Generalism drives abundance: A computational causal discovery approach
Fig 2
Illustration of the causal discovery methods.
Panel (A) shows a hypothetical dataset where X is the cause and Y is the effect. We generate this dataset as an ensemble y ∼ xd with white noise, where d ranges from 0.5 to 1. The color of the points represents the density of data: the darker it is, less points it represents. Panel (B)-(D) illustrate three causal discovery methods we adopted. Panel (B) illustrates the method based on formal logic. The criteria of X being the cause is that the proportion of points with small x and large y values is greater than that of points with large x and small y values.
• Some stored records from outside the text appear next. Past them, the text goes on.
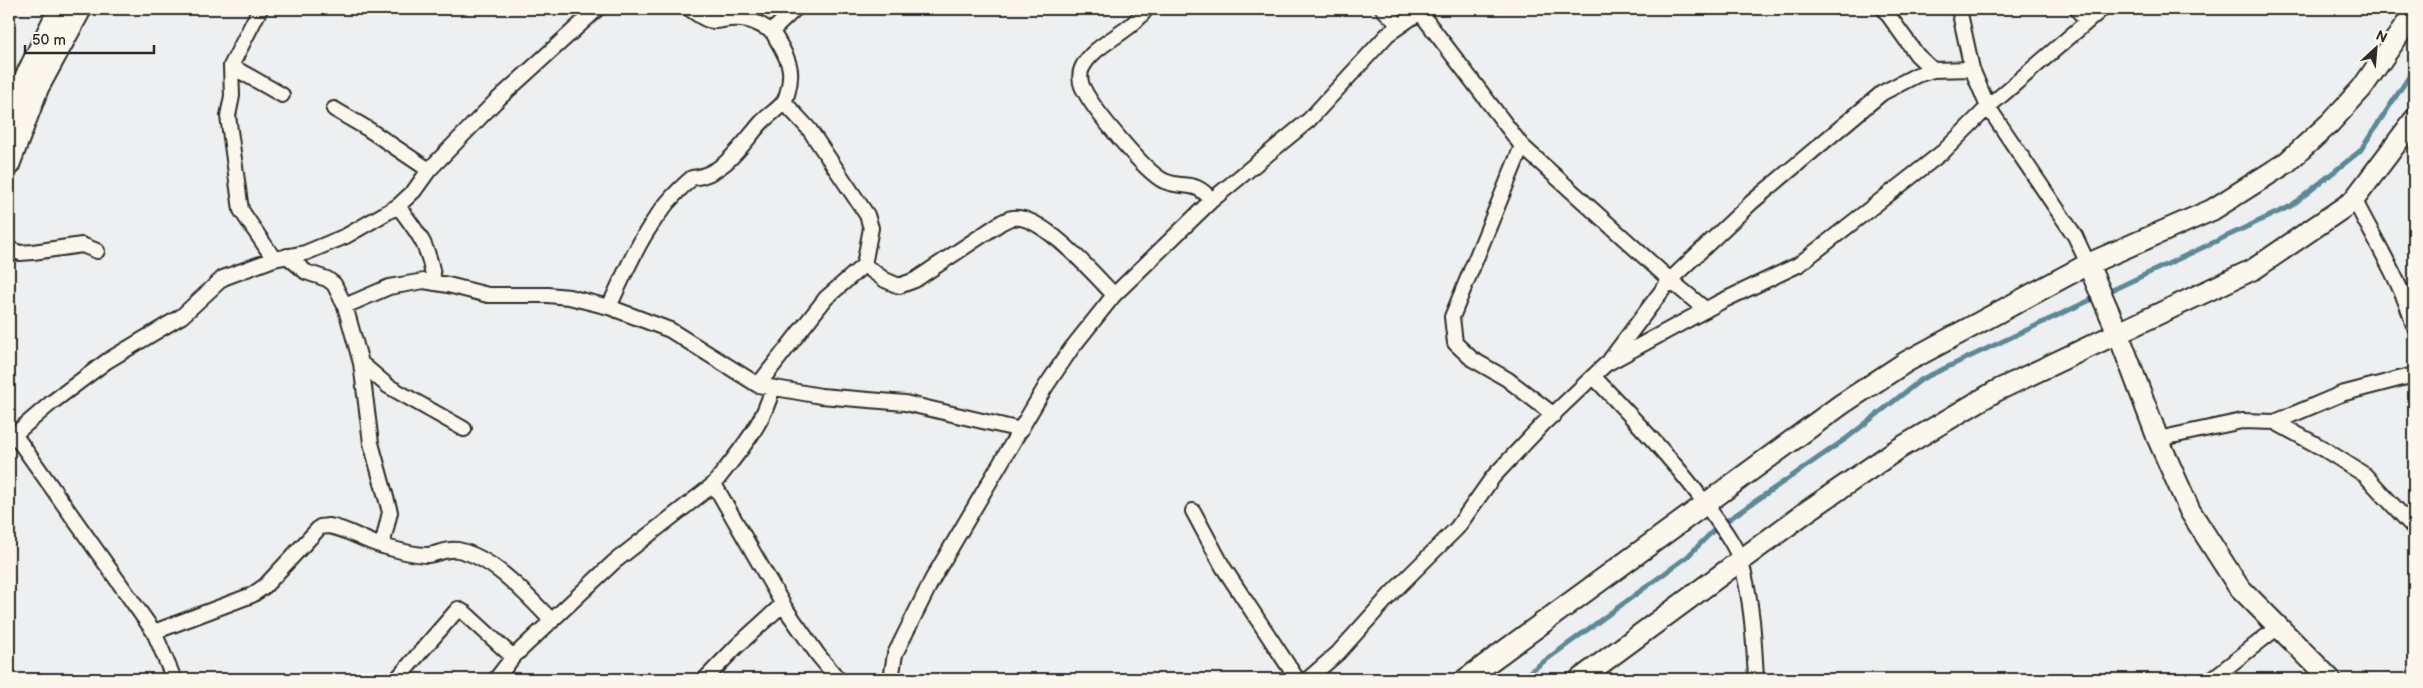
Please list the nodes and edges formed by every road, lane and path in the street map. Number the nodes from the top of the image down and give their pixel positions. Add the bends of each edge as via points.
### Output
1 (58, 9) edge
2 (81, 9) edge
3 (260, 9) edge
4 (597, 9) edge
5 (690, 9) edge
6 (795, 9) edge
7 (1146, 9) edge
8 (1383, 9) edge
9 (1884, 9) edge
10 (1959, 9) edge
11 (2077, 9) edge
12 (2102, 9) edge
13 (1421, 10) edge
14 (2414, 14) edge
15 (2087, 21) junction
16 (1399, 25) junction
17 (772, 31) junction
18 (231, 66) junction
19 (1972, 69) junction
20 (1933, 70) junction
21 (282, 95) dead end
22 (784, 102) junction
23 (1988, 107) junction
24 (334, 109) dead end
25 (9, 110) edge
26 (2414, 120) edge
27 (1522, 146) junction
28 (9, 165) edge
29 (429, 170) junction
30 (1212, 200) junction
31 (2354, 200) junction
32 (398, 206) junction
33 (9, 249) edge
34 (97, 251) dead end
35 (280, 257) junction
36 (864, 265) junction
37 (2091, 270) junction
38 (1670, 280) junction
39 (434, 283) junction
40 (1114, 294) junction
41 (345, 306) junction
42 (609, 306) junction
43 (1706, 310) junction
44 (2115, 325) junction
45 (2414, 326) edge
46 (361, 363) junction
47 (1606, 364) junction
48 (2414, 375) edge
49 (1594, 377) junction
50 (765, 387) junction
51 (1554, 415) junction
52 (2275, 422) junction
53 (464, 429) dead end
54 (1021, 430) junction
55 (11, 436) edge
56 (2158, 439) junction
57 (714, 484) junction
58 (1705, 503) junction
59 (1193, 512) dead end
60 (2414, 528) edge
61 (382, 546) junction
62 (1740, 560) junction
63 (783, 604) junction
64 (552, 621) junction
65 (2278, 627) junction
66 (154, 632) junction
67 (513, 657) junction
68 (834, 678) edge
69 (174, 679) edge
70 (396, 679) edge
71 (496, 679) edge
72 (705, 679) edge
73 (890, 679) edge
74 (1297, 679) edge
75 (1308, 679) edge
76 (1466, 679) edge
77 (1580, 679) edge
78 (1756, 679) edge
79 (2212, 679) edge
80 (2330, 679) edge

1 - 25 street
2 - 28 street via 38,88
3 - 18 street
4 - 29 street via 495,102
5 - 17 street via 705,20 753,21
6 - 17 street
7 - 30 street via 1133,25 1089,58 1080,75 1082,88 1097,111 1143,165 1164,180 1192,184
8 - 16 street
9 - 20 street via 1917,56
10 - 19 street
11 - 15 street
12 - 15 street
13 - 16 street
13 - 27 street
14 - 37 street via 2362,88 2286,163 2212,210
15 - 23 street
16 - 30 street via 1309,120
17 - 22 street via 787,60 791,76
18 - 21 street
18 - 35 street via 228,116 237,195 250,226
19 - 20 street
19 - 23 street
20 - 38 street via 1882,94 1752,202
22 - 36 street via 809,129 867,216 871,228
22 - 42 street via 726,162 706,176 692,178 665,207 646,230
23 - 37 street via 2075,236
23 - 43 street via 1944,151 1798,265
24 - 29 street
26 - 31 street
27 - 38 street
27 - 51 street via 1452,317 1452,333 1455,343 1472,359 1507,379
29 - 32 street
30 - 40 street
31 - 44 street via 2254,269
31 - 45 street via 2395,279
32 - 35 street via 346,236 305,253
32 - 39 street via 420,234 431,260
33 - 34 street via 20,253 82,245
35 - 41 street via 334,284
35 - 55 street via 223,278 182,316 107,362
36 - 40 street via 899,286 915,280 1014,217 1041,227 1062,242
36 - 50 street via 826,298
37 - 44 street
37 - 58 street via 1906,362
38 - 43 street
38 - 47 street
39 - 41 street via 416,282 389,287
39 - 42 street via 488,296 548,294
40 - 54 street via 1051,379
41 - 46 street
42 - 50 street via 688,339
43 - 47 street
44 - 56 street
44 - 62 street via 1895,451
46 - 53 street via 388,386
46 - 61 street via 370,443 390,512
47 - 49 street
48 - 52 street via 2341,394
49 - 51 street
49 - 58 street via 1660,447
50 - 54 street via 821,396 905,403
50 - 57 street via 768,406
51 - 75 street via 1493,477 1457,528 1338,653
52 - 56 street via 2242,420
52 - 60 street via 2365,475
54 - 73 street via 913,615 895,654
55 - 66 street
56 - 65 street via 2190,511 2238,586
57 - 63 street
57 - 64 street via 614,562
58 - 62 street
58 - 76 street
59 - 74 street via 1228,574
61 - 64 street via 429,555 458,550 493,568 525,593
61 - 66 street via 336,527 320,527 265,586 252,595
62 - 77 street
62 - 78 street via 1752,623
63 - 68 street
63 - 72 street
64 - 67 street
65 - 79 street
65 - 80 street
66 - 69 street
67 - 70 street via 458,609
67 - 71 street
The marginal distributions are both normalized to keep roughly equal proportions of small and large samples. Normalization can help avoid the bias in the method regarding skewed marginal distributions. Panel (C) illustrates the method based on nonlinear additive noise model. This method assumes that the effect (i.e., Y) is some potentially nonlinear transformation of the cause (i.e., f(X)) plus some noise that is independent of the cause (i.e., ϵ(Y)). The criteria of X being the cause is that the residuals from the regressions should be independent of X but not of Y. The form of the nonlinear transformation f(X) and consequently the residuals can be fitted through nonparametric regressions. Panel (D) illustrates the method based on information theory. The criteria of X being the cause is that X has a higher entropy than Y. The marginal distributions are both scaled via a linear transformation between 0 and 1 for a fair comparison of entropy.